*Task directions*:
Where does the string "roads" appear in the listing below? Copy every line where it does.

*Data to use*:
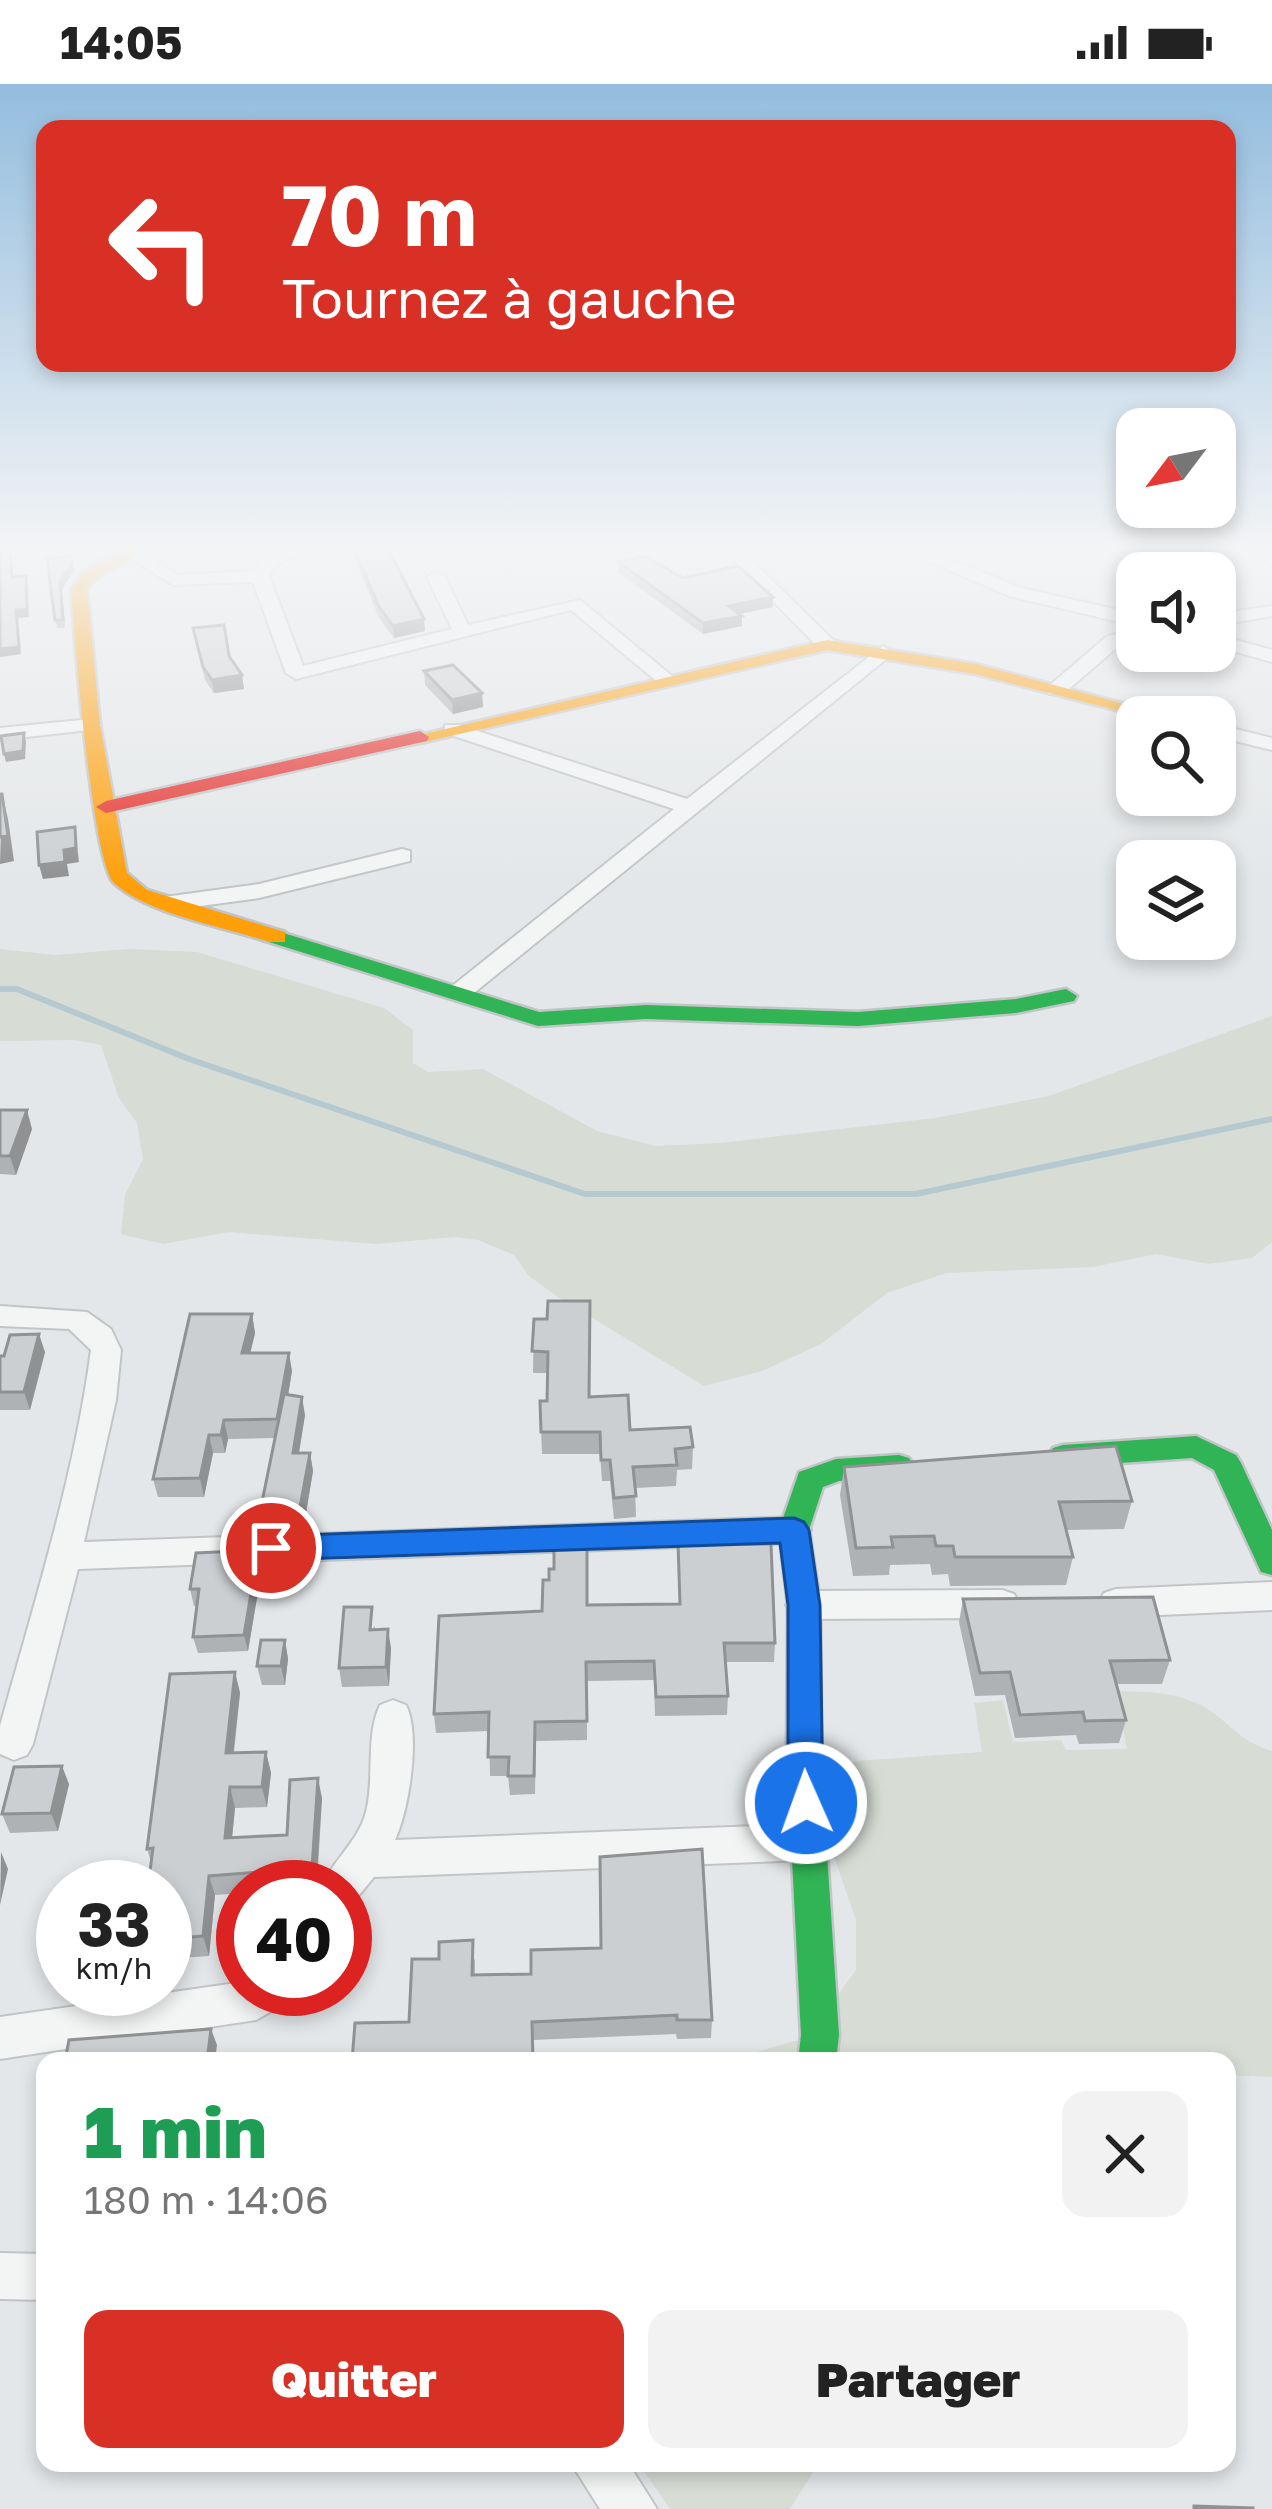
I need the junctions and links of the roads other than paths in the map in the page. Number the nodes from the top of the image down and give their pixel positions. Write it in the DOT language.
graph roads {
  1 [pos="85,658"];
  2 [pos="290,658"];
  3 [pos="351,658"];
  4 [pos="636,658"];
  5 [pos="767,658"];
  6 [pos="875,658"];
  7 [pos="917,658"];
  8 [pos="1093,658"];
  9 [pos="667,680"];
  10 [pos="1056,690"];
  11 [pos="1116,705"];
  12 [pos="91,725"];
  13 [pos="452,729"];
  14 [pos="0,734"];
  15 [pos="1236,735"];
  16 [pos="1272,744"];
  17 [pos="687,806"];
  18 [pos="106,807"];
  19 [pos="402,856"];
  20 [pos="164,904"];
  21 [pos="460,992"];
  22 [pos="1066,996"];
  23 [pos="0,1316"];
  24 [pos="1038,1457"];
  25 [pos="926,1464"];
  26 [pos="794,1530"];
  27 [pos="64,1556"];
  28 [pos="1272,1563"];
  29 [pos="1272,1596"];
  30 [pos="1090,1603"];
  31 [pos="1042,1604"];
  32 [pos="804,1605"];
  33 [pos="393,1716"];
  34 [pos="14,1744"];
  35 [pos="807,1842"];
  36 [pos="361,1860"];
  37 [pos="372,1872"];
  38 [pos="216,2007"];
  39 [pos="0,2038"];
  40 [pos="817,2052"];
  41 [pos="0,2276"];
  42 [pos="36,2277"];
  43 [pos="603,2472"];
  44 [pos="632,2509"];
  1 -- 12 [label="street"];
  2 -- 3 [label="street"];
  4 -- 9 [label="street"];
  5 -- 9 [label="street"];
  6 -- 17 [label="street"];
  7 -- 10 [label="street"];
  8 -- 10 [label="street"];
  9 -- 13 [label="street"];
  10 -- 11 [label="street"];
  12 -- 14 [label="street"];
  12 -- 18 [label="street"];
  13 -- 17 [label="street"];
  13 -- 18 [label="street"];
  15 -- 16 [label="street"];
  17 -- 21 [label="street"];
  18 -- 20 [label="street"];
  19 -- 20 [label="street"];
  20 -- 21 [label="street"];
  21 -- 22 [label="street"];
  23 -- 27 [label="street"];
  24 -- 28 [label="street"];
  25 -- 26 [label="street"];
  26 -- 27 [label="street"];
  26 -- 32 [label="street"];
  27 -- 34 [label="street"];
  29 -- 30 [label="street"];
  31 -- 32 [label="street"];
  32 -- 35 [label="street"];
  33 -- 36 [label="street"];
  35 -- 37 [label="street"];
  35 -- 40 [label="street"];
  38 -- 39 [label="street"];
  41 -- 42 [label="street"];
  43 -- 44 [label="street"];
}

*Result of the task*:
I need the junctions and links of the roads other than paths in the map in the page. Number the nodes from the top of the image down and give their pixel positions. Write it in the DOT language.
graph roads {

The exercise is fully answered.